Of the lines listed below, return exactly those that run from the line containing "gsave x y translate w h scale" through the line containing "4 setmiterlimit", both included.
#### SUPPLIED ENTRIES
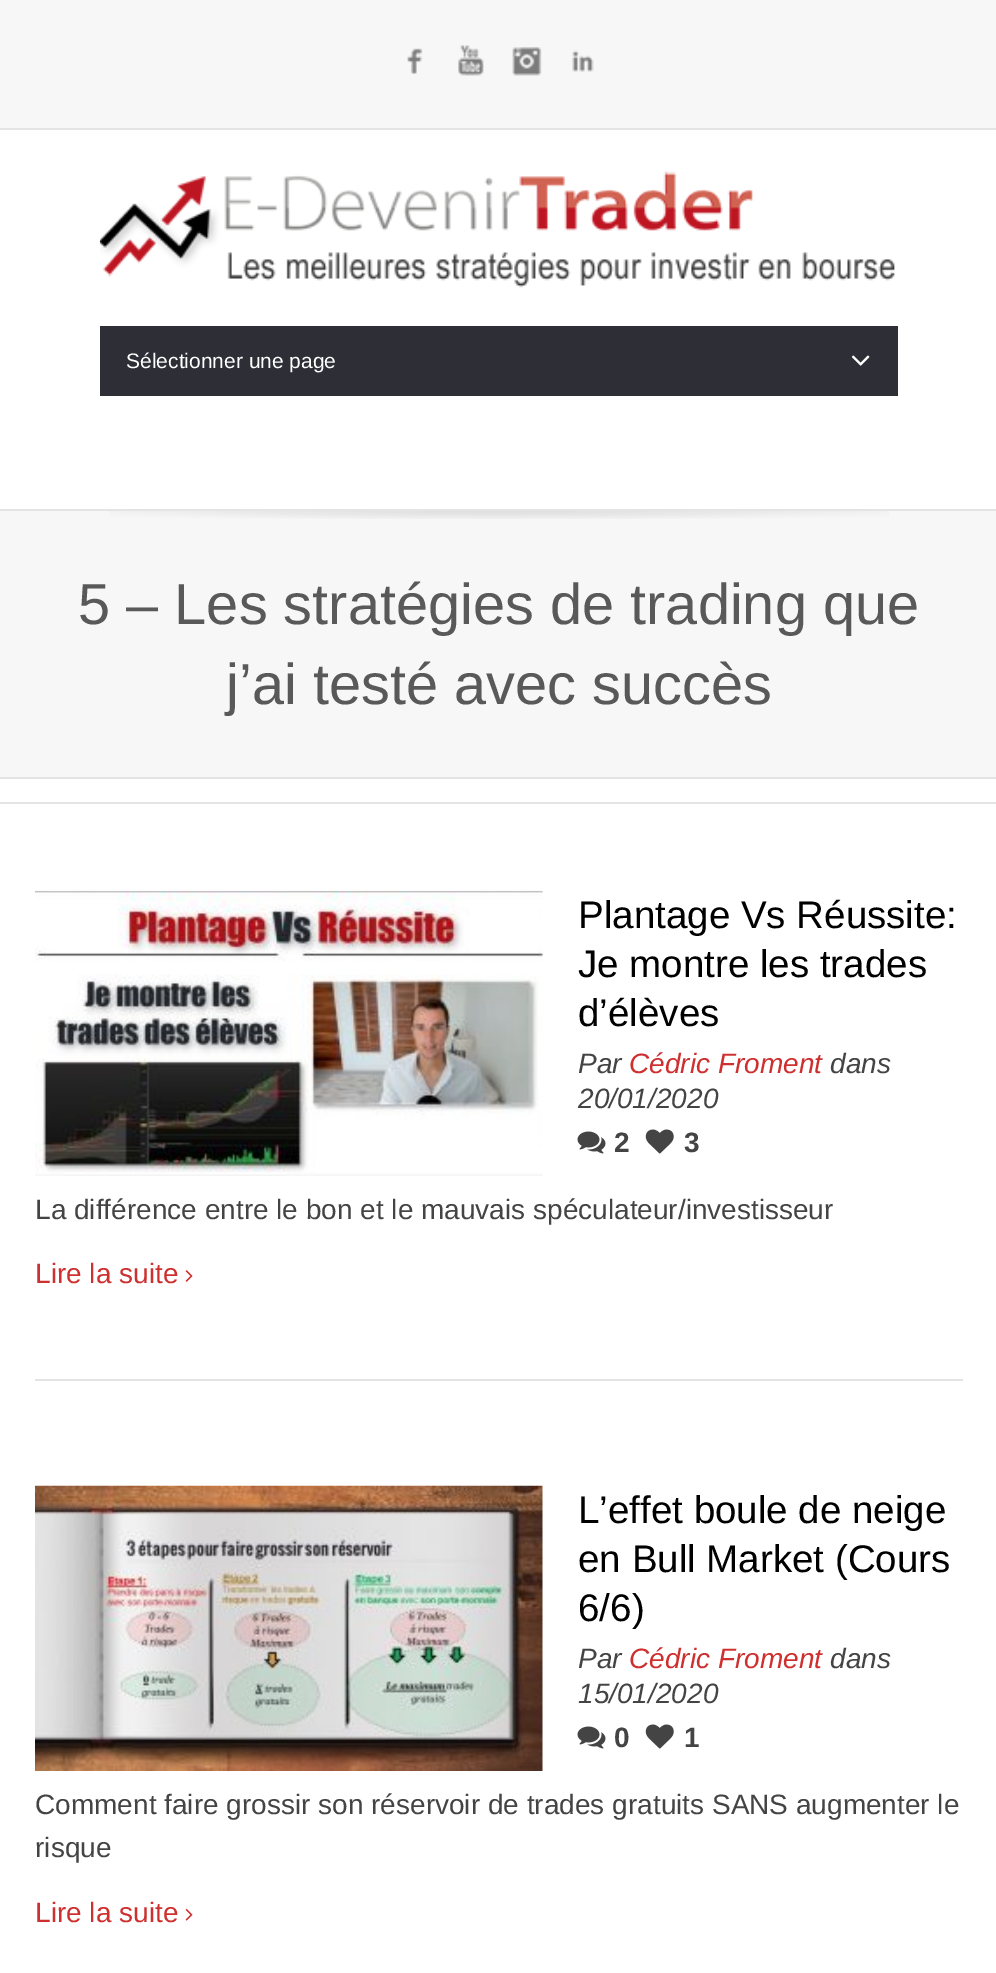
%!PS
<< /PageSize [996 1973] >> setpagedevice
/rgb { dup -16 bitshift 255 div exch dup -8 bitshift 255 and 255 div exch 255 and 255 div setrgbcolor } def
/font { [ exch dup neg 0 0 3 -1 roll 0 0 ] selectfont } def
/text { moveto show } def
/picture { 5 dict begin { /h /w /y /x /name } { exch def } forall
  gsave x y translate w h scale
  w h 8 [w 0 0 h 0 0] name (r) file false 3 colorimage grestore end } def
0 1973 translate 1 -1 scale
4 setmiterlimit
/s1 { /LiberationSans-Regular 21 font 16#FFFFFF rgb } def
/s2 { /LiberationSans-Regular 57.75 font 16#595959 rgb } def
/s3 { /LiberationSans-Regular 38.5 font 16#000000 rgb } def
/s4 { /LiberationSans-Italic 28 font 16#444444 rgb } def
/s5 { /LiberationSans-Italic 28 font 16#CE2F2F rgb } def
/s6 { /LiberationSans-Bold 28 font 16#444444 rgb } def
/s7 { /LiberationSans-Regular 28 font 16#444444 rgb } def
/s8 { /LiberationSans-Regular 28 font 16#CE2F2F rgb } def
16#FFFFFF rgb
0 0 996 1973 rectfill
16#F7F7F7 rgb
0 0 996 128 rectfill
16#E4E4E4 rgb
0 128 996 2 rectfill
(pic1.raw) 407 48 16 26 picture
(pic2.raw) 458 45 26 31 picture
(pic3.raw) 512 47 30 29 picture
(pic4.raw) 572 50 22 22 picture
0 509 996 2 rectfill
(pic5.raw) 99 171 796 117 picture
16#2E2E36 rgb
100 326 798 70 rectfill
s1
(Sélectionner une page) 126 368 text
(pic6.raw) 851 355 19 11 picture
16#F7F7F7 rgb
0 511 996 266 rectfill
(pic7.raw) 110 511 779 8 picture
16#E4E4E4 rgb
0 777 996 2 rectfill
s2
(5 – Les stratégies de trading que) 78 624 text
(j’ai testé avec succès) 226 704 text
16#E4E4E4 rgb
0 802 996 2 rectfill
(pic8.raw) 35 890 508 286 picture
s3
(Plantage Vs Réussite:) 578 928 text
(Je montre les trades) 578 977 text
(d’élèves) 578 1026 text
s4
(Par) 578 1073 text
s5
(Cédric Froment) 629 1073 text
s4
(dans) 830 1073 text
(20/01/2020) 578 1108 text
(pic9.raw) 577 1131 29 23 picture
s6
(2) 614 1152 text
(pic10.raw) 645 1129 29 25 picture
(3) 684 1152 text
s7
(La différence entre le bon et le mauvais spéculateur/investisseur) 35 1219 text
s8
(Lire la suite) 35 1283 text
(pic11.raw) 185 1270 8 12 picture
16#E4E4E4 rgb
35 1379 928 2 rectfill
(pic12.raw) 35 1485 508 286 picture
s3
(L’effet boule de neige) 578 1523 text
(en Bull Market \(Cours) 578 1572 text
(6/6\)) 578 1621 text
s4
(Par) 578 1668 text
s5
(Cédric Froment) 629 1668 text
s4
(dans) 830 1668 text
(15/01/2020) 578 1703 text
(pic9.raw) 577 1726 29 23 picture
s6
(0) 614 1747 text
(pic10.raw) 645 1724 29 25 picture
(1) 684 1747 text
s7
(Comment faire grossir son réservoir de trades gratuits SANS augmenter le) 35 1814 text
(risque) 35 1857 text
s8
(Lire la suite) 35 1922 text
(pic13.raw) 185 1909 8 12 picture
showpage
########
→ **ANSWER TO THIS PROBLEM**
  gsave x y translate w h scale
  w h 8 [w 0 0 h 0 0] name (r) file false 3 colorimage grestore end } def
0 1973 translate 1 -1 scale
4 setmiterlimit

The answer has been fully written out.